**What the task asks**
What are the lines from the top of the entries through the one with "Please list the"? Write them out exactly, with no pictures.

(Dataset entries)
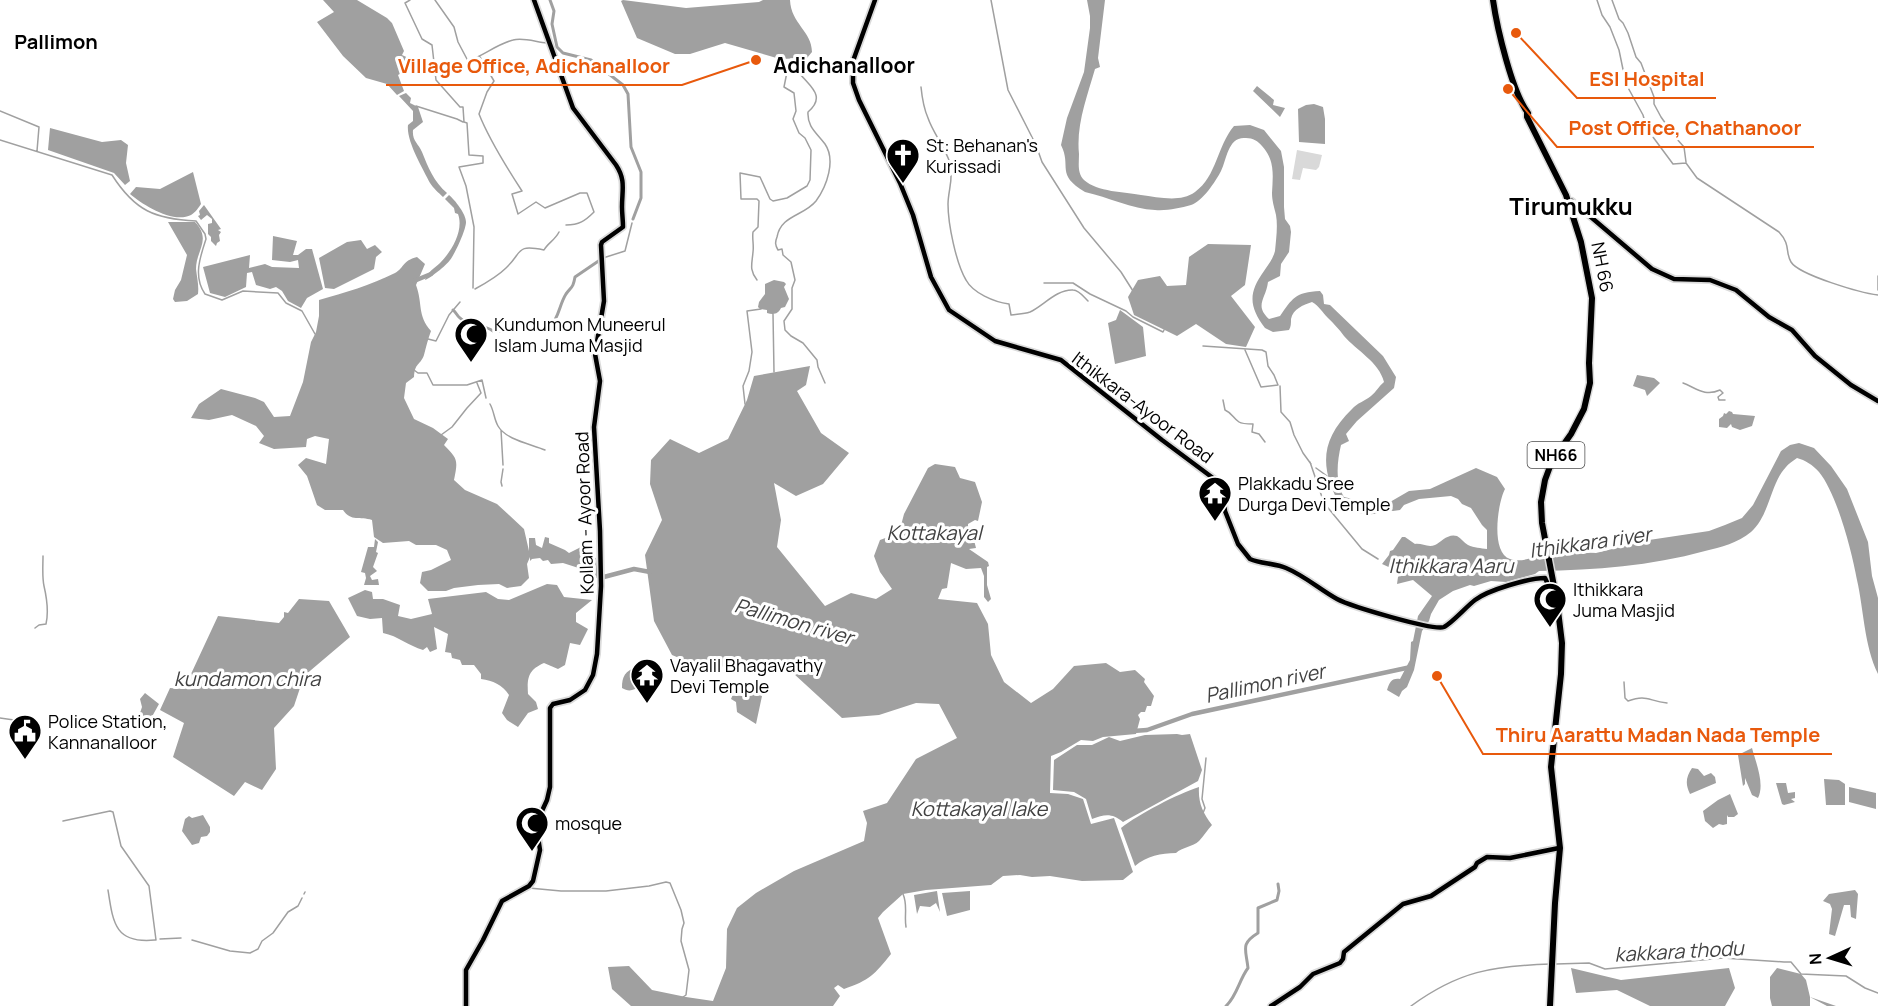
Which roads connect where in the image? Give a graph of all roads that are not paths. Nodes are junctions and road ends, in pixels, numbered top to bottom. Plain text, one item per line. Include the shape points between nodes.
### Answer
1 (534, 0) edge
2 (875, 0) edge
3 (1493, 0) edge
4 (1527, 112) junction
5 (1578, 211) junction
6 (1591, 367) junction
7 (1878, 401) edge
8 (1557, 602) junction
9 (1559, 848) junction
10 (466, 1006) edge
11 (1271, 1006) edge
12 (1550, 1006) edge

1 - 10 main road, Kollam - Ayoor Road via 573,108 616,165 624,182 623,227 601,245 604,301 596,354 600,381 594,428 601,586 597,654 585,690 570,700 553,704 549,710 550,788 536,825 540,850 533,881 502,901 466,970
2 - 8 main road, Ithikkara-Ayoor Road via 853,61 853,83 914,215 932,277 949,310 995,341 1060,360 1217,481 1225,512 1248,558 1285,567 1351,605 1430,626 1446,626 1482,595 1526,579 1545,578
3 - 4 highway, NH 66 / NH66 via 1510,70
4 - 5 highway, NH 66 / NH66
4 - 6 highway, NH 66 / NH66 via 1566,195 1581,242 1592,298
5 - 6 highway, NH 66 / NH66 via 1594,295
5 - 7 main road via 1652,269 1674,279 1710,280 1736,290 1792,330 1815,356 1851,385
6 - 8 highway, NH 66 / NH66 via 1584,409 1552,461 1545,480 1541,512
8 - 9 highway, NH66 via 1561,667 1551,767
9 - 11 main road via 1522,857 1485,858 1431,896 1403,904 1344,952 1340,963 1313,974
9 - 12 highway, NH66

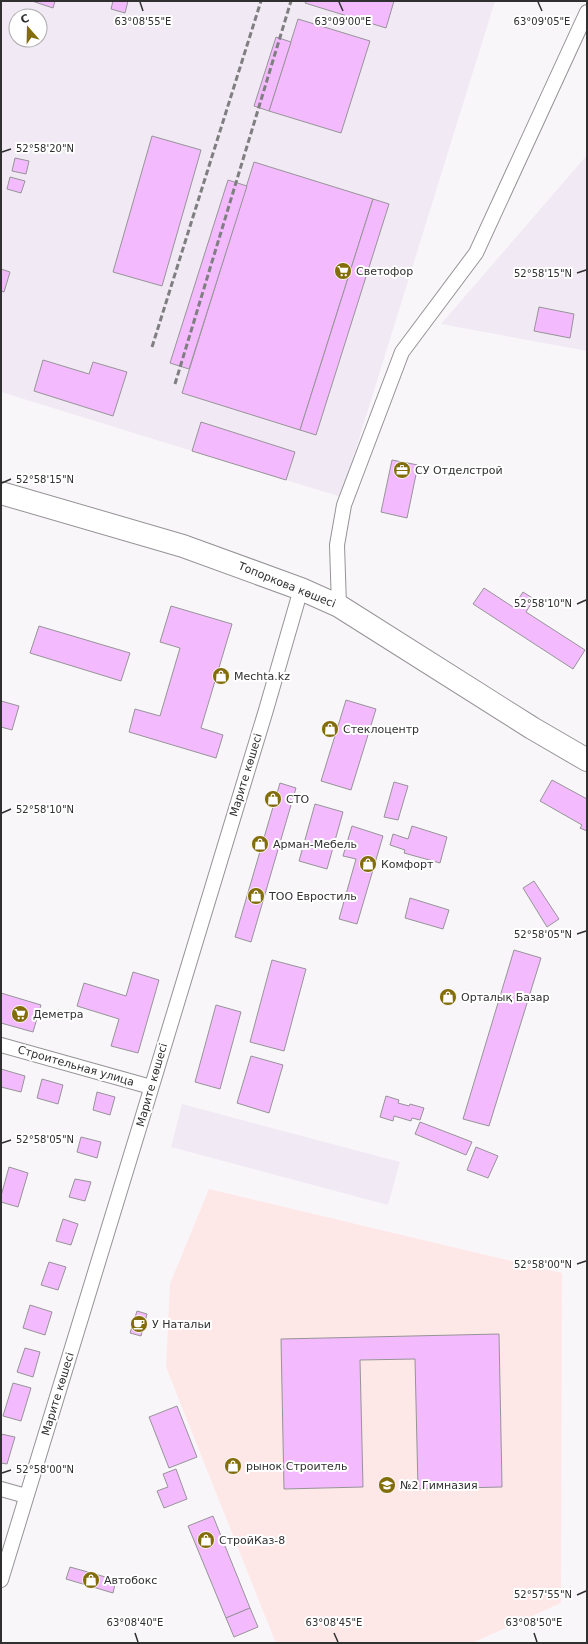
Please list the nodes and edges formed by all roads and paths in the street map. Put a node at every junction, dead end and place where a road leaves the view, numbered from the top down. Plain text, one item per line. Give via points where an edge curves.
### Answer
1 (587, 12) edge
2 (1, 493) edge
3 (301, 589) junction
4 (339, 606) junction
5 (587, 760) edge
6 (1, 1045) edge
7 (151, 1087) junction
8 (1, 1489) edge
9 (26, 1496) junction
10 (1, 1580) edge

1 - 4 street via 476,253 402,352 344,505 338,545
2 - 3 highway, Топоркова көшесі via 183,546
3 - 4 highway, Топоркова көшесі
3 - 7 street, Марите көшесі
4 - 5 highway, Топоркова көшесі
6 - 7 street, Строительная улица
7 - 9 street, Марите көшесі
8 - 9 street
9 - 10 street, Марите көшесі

**Worked solution**
Which roads connect where in the image? Give a graph of all roads that are not paths. Nodes are junctions and road ends, in pixels, numbered top to bottom. Plain text, one item per line. Include the shape points between nodes.
### Answer
1 (534, 0) edge
2 (875, 0) edge
3 (1493, 0) edge
4 (1527, 112) junction
5 (1578, 211) junction
6 (1591, 367) junction
7 (1878, 401) edge
8 (1557, 602) junction
9 (1559, 848) junction
10 (466, 1006) edge
11 (1271, 1006) edge
12 (1550, 1006) edge

1 - 10 main road, Kollam - Ayoor Road via 573,108 616,165 624,182 623,227 601,245 604,301 596,354 600,381 594,428 601,586 597,654 585,690 570,700 553,704 549,710 550,788 536,825 540,850 533,881 502,901 466,970
2 - 8 main road, Ithikkara-Ayoor Road via 853,61 853,83 914,215 932,277 949,310 995,341 1060,360 1217,481 1225,512 1248,558 1285,567 1351,605 1430,626 1446,626 1482,595 1526,579 1545,578
3 - 4 highway, NH 66 / NH66 via 1510,70
4 - 5 highway, NH 66 / NH66
4 - 6 highway, NH 66 / NH66 via 1566,195 1581,242 1592,298
5 - 6 highway, NH 66 / NH66 via 1594,295
5 - 7 main road via 1652,269 1674,279 1710,280 1736,290 1792,330 1815,356 1851,385
6 - 8 highway, NH 66 / NH66 via 1584,409 1552,461 1545,480 1541,512
8 - 9 highway, NH66 via 1561,667 1551,767
9 - 11 main road via 1522,857 1485,858 1431,896 1403,904 1344,952 1340,963 1313,974
9 - 12 highway, NH66

Please list the nodes and edges formed by all roads and paths in the street map. Put a node at every junction, dead end and place where a road leaves the view, numbered from the top down. Plain text, one item per line. Give via points where an edge curves.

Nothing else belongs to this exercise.